Of course, the visual experience of using Gear VR will depend on which Samsung smartphone you use, like the large and sharp Note 7 screen.
But there are some improvements to the actual headset no matter which Sammie handset you've got – specifically Samsung has widened the viewing angle to 101 degrees (from 96 degrees) and darkened the colour tint to reduce glare and reflections.
The price of the new Gear VR hasn't gone up at all either – you'll just need one of the following compatible devices to plug in: Galaxy Note 7, S7, S7 Edge, Note 5, S6, S6 Edge or S6 Edge+.
Google Daydream View
The first headset born out of Google's Daydream VR platform, View was first revealed at I/O 2016 in late 2016. Google claims View is 30% lighter than other mobile headsets on the market – no names named but we'd guess they mean the newest Samsung Gear VR.
For now it's only compatible with Google's new Pixel phone, which is Daydream ready, but we're expecting compatible phones from Samsung, HTC, Sony et al. We've now released our full Google Daydream VR review and have to say it's gone down a storm at Wareable HQ. When it comes to mobile VR experiences, it's one of the best.
Google announced its Cardboard virtual reality headset way back at I/O 2014. Popping a smartphone into a cardboard container and then strapping it to your head may sound like a joke, but it actually works and is a low-cost way to experience virtual reality.

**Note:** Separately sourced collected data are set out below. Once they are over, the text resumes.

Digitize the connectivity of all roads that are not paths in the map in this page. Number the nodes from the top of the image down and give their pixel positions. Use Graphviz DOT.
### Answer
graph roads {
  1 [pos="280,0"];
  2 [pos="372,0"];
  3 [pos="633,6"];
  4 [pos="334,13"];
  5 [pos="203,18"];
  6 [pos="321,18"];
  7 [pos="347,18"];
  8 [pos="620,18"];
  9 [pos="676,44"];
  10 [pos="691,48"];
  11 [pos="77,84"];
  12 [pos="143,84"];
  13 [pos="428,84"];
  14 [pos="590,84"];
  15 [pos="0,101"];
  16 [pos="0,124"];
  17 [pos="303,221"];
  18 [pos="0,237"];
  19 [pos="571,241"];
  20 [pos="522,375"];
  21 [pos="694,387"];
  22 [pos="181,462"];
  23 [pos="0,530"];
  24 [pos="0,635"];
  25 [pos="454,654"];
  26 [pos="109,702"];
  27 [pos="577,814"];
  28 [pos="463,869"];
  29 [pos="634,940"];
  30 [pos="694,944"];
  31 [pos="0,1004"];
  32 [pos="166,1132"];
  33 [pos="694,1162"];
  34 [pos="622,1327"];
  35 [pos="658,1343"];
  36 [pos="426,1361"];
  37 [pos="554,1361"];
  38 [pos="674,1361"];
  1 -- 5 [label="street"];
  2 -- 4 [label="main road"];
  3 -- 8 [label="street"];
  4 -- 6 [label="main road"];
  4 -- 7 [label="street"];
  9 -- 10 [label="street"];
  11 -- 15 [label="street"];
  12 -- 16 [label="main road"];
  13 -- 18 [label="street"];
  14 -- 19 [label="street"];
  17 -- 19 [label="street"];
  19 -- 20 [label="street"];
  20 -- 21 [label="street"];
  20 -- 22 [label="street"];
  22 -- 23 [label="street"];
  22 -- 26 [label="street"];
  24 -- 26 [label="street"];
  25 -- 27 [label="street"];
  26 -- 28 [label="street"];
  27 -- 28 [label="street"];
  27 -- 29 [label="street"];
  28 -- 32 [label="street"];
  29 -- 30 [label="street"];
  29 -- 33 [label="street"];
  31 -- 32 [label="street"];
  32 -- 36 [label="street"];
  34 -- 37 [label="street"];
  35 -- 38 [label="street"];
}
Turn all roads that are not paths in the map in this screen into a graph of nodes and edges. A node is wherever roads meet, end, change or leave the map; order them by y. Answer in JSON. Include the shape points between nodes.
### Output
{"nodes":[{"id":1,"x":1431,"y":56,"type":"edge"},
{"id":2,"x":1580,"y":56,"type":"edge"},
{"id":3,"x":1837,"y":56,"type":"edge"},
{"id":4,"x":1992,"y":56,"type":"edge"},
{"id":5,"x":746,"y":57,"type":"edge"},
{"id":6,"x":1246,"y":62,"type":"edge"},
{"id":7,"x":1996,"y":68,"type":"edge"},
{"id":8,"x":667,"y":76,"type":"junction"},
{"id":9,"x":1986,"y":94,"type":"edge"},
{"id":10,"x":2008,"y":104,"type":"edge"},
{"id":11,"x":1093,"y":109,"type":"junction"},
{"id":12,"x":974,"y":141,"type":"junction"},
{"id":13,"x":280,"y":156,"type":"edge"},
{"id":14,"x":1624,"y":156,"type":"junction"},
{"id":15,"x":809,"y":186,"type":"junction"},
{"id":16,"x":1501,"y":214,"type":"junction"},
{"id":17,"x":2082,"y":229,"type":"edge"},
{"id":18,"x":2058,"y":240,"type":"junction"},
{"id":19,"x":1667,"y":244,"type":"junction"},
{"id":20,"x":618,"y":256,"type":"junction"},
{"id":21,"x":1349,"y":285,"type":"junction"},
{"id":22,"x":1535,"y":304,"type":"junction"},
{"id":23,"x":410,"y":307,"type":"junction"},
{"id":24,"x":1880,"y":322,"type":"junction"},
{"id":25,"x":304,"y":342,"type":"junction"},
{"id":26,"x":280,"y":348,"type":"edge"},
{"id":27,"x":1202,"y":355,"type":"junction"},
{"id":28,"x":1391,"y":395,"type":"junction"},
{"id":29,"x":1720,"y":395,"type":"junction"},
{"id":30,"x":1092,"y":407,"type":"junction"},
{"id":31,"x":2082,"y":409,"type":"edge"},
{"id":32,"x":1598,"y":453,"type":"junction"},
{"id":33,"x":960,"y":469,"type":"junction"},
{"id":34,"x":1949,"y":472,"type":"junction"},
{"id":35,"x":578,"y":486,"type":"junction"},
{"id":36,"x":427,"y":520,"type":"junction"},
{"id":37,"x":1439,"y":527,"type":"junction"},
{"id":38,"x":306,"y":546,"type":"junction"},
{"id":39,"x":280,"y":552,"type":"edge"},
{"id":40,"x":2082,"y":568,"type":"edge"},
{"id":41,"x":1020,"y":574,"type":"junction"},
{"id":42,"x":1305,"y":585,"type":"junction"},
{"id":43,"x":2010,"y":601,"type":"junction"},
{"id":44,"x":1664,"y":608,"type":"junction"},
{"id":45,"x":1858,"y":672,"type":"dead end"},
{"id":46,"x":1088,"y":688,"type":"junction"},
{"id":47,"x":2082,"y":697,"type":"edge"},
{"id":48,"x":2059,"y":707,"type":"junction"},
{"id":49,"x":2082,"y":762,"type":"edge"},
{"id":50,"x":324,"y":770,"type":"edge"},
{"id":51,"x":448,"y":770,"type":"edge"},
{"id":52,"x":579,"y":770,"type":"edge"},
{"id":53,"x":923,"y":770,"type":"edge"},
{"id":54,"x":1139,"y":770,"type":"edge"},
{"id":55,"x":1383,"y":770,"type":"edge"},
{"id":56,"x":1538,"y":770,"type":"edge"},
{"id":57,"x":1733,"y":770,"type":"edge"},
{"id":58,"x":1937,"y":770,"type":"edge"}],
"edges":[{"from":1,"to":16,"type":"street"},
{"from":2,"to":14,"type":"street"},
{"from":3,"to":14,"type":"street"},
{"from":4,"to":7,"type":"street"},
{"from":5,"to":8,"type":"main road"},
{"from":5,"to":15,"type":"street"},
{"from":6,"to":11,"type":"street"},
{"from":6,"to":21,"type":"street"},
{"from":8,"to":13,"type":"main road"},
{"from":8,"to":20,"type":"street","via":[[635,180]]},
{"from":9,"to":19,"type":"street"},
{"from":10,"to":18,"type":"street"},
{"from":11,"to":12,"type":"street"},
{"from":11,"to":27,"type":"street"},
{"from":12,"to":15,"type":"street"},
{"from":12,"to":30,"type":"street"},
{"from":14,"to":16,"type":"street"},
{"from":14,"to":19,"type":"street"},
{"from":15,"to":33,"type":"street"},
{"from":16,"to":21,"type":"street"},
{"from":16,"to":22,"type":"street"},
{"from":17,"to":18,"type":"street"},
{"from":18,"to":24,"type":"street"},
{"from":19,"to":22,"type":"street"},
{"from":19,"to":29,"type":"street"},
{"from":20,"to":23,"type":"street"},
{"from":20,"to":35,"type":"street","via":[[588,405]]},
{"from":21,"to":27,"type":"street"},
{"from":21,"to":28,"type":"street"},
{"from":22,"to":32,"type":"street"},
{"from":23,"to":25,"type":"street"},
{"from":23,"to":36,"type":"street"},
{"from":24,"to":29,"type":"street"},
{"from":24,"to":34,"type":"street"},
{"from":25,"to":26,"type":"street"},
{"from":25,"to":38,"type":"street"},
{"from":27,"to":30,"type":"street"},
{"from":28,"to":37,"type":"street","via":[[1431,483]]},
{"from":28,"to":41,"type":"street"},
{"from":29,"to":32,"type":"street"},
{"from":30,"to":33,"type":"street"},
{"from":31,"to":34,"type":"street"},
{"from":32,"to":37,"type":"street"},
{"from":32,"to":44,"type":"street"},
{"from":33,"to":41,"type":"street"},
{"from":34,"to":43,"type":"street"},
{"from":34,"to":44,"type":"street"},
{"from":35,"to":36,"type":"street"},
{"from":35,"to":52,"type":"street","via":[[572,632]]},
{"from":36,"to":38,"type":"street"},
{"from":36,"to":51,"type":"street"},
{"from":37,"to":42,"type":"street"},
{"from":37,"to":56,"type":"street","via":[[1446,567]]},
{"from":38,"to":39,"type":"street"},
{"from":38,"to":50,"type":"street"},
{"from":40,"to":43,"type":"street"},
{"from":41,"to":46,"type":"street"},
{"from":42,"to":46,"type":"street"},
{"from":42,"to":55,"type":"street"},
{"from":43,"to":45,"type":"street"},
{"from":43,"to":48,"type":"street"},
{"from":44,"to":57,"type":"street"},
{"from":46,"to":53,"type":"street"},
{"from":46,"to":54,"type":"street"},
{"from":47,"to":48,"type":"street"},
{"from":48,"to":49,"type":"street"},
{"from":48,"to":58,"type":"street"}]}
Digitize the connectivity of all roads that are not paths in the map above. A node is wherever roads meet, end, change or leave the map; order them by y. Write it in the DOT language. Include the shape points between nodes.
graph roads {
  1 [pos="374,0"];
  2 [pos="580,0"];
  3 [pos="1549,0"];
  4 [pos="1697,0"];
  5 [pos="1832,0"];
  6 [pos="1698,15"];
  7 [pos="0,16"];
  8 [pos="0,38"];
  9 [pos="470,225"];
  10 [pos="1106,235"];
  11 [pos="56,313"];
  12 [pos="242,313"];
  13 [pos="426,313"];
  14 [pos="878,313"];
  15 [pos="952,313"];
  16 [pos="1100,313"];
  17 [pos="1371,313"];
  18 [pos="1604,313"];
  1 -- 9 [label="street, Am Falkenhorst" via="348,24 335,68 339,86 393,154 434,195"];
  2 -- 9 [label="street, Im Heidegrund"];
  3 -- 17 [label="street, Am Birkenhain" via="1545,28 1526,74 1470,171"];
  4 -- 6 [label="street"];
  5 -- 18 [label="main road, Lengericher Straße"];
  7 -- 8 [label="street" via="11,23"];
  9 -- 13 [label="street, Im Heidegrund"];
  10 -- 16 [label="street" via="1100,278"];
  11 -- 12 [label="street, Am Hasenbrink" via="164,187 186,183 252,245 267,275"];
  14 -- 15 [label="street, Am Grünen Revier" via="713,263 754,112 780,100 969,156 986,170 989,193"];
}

After all, your smartphone contains all the necessary gyroscopic sensors and positioning systems to accurately track your head movements. There's actually a bunch of unofficial Cardboard headsets but Google also now sells the real deal in its store. It's better than you'd think... honest.
Take a look at the best Google Cardboard VR apps and games.
Not a copycat of the big VR headsets, Microsoft HoloLens blends virtual and augmented reality to make one of the most ambitious launches ever planned – you can buy it now if you're a dev (and you've got money to burn). The device merges real-world elements with virtual 'holographic' images, meaning you can look at your Minecraft world on your kitchen table, or walk around the surface of Mars in your living room.
Must read: Everything you need to know about AR
Using Kinect-style tech to recognise gestures and voice commands, the headset has a 120-degree field of vision on both axes, and is capable of 'high definition' visuals, but it's still a letterbox compared to the likes of Oculus and Vive. More importantly, however, there's no connection to a PC – a full Windows 10 system is built into the headset and runs off a battery.
The Development Edition is available now for Windows Insider members with a price tag of $3,000.
The newly named Fove 0 differs from the likes of Oculus Rift and PlayStation VR because it offers interactive eye-tracking. Inside the headset is an infrared sensor that monitors the wearer's eyes; offering both a new control method and an edge on its competitors when it comes to realism.
With Fove, simulated depth-of-field is possible, due to the system knowing exactly what you're looking at, and as a result, the virtual should appear more real. The Fove setup is an 5.7-inch, 1440p, display; a 100+ degree field of view; 90fps frame rate; and eye-tracking measured at 120fps.
With the redesigned developer kit, gone are the big side panels and quite a lot of the heft of the last prototype design. The company promises the new model offers "dramatically reduced weight, size and overall wearability, as well as better production efficiency."
Razer OSVR HDK 2
Razer's OSVR isn't a rival to the likes of Oculus Rift, PlayStation VR and Samsung Gear VR. Instead, it's intended to make life easier for developers to make applications for VR hardware, without technical (software and hardware) limitations getting in their way.
You can pick up the OSVR Hacker Developer Kit 2 now. Its 2160 x 1200 dual OLED display puts it right up against the big names. However, there are still some comfort issues to work through. As the name says, the headset still remains open source, allowing third parties to do whatever they want with it.